Так мы сидим и разговариваем, попивая молочные коктейли. После чая мы перешли на молочные коктейли. Чай с молоком, что может лучше усвоиться в бурдюке желудка?
Присосавшись к кальянной трубке, я наконец-то расслабился и поплыл по волнам неспешного разговора. Чай в чашке плескался все ближе и ближе к моему лицу. Странное дело, я ощущал себя разделенным на две части. Одна моя часть сидела отрешенно и смотрела на все происходящее со стороны, из-за пелены китайской миниатюры. А другая, что была мной не меньше, чем первая, чесалась, дымила, делала неспешные глотки. Но главное, было невозможно разобрать, какая из моих двух частей отвечала за мыслительный процесс.

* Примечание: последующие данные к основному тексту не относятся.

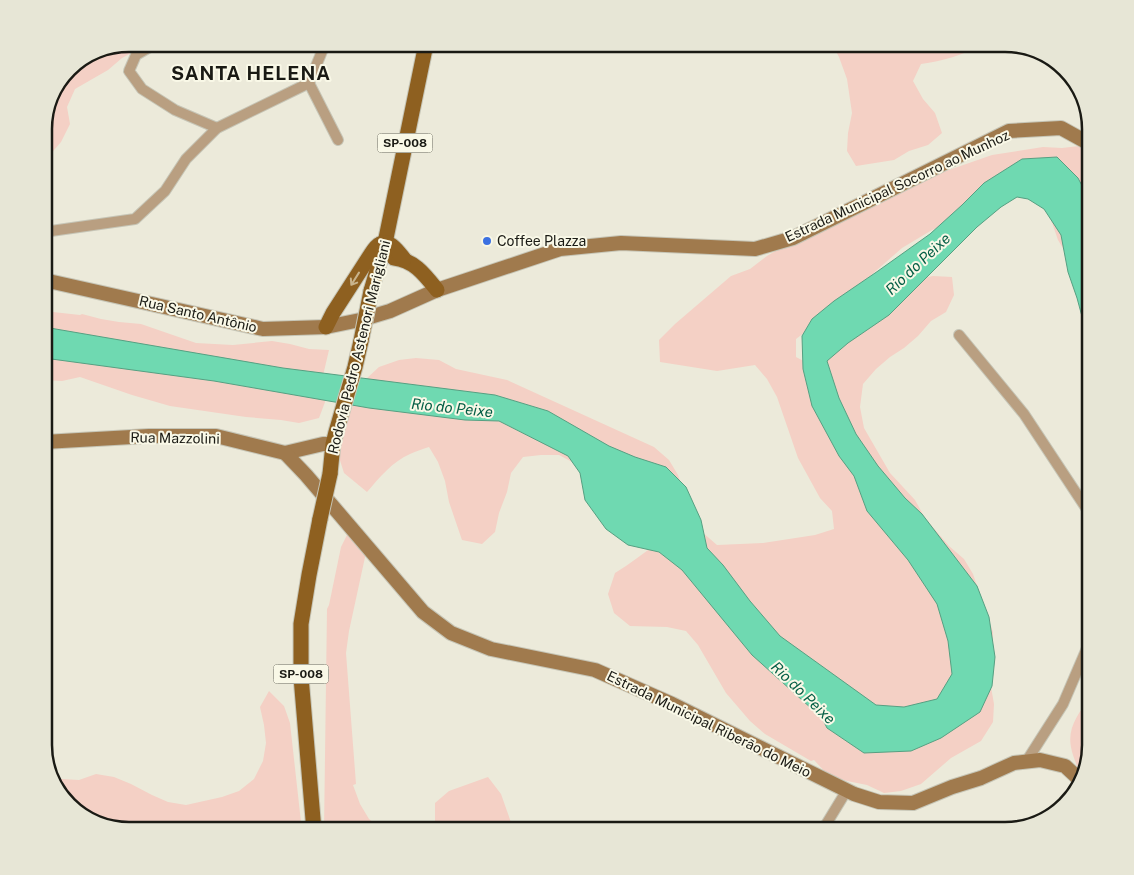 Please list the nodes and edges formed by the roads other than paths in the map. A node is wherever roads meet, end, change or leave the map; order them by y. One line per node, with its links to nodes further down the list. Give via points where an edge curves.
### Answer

Как в тумане, я думал, что джихад – это, прежде всего, борьба с нафсом. Но если в каждом из нас есть две части – нафс и рух (дух), которые тесно переплетены и взаимосвязаны друг с другом, то значит, есть и абсолютная свобода выбора и полная зависимость одновременно. Вот точно так же, как мы, собравшиеся за этим столом, одновременно связаны и свободны. Ибо рух – это свобода, а нафс – зависимость.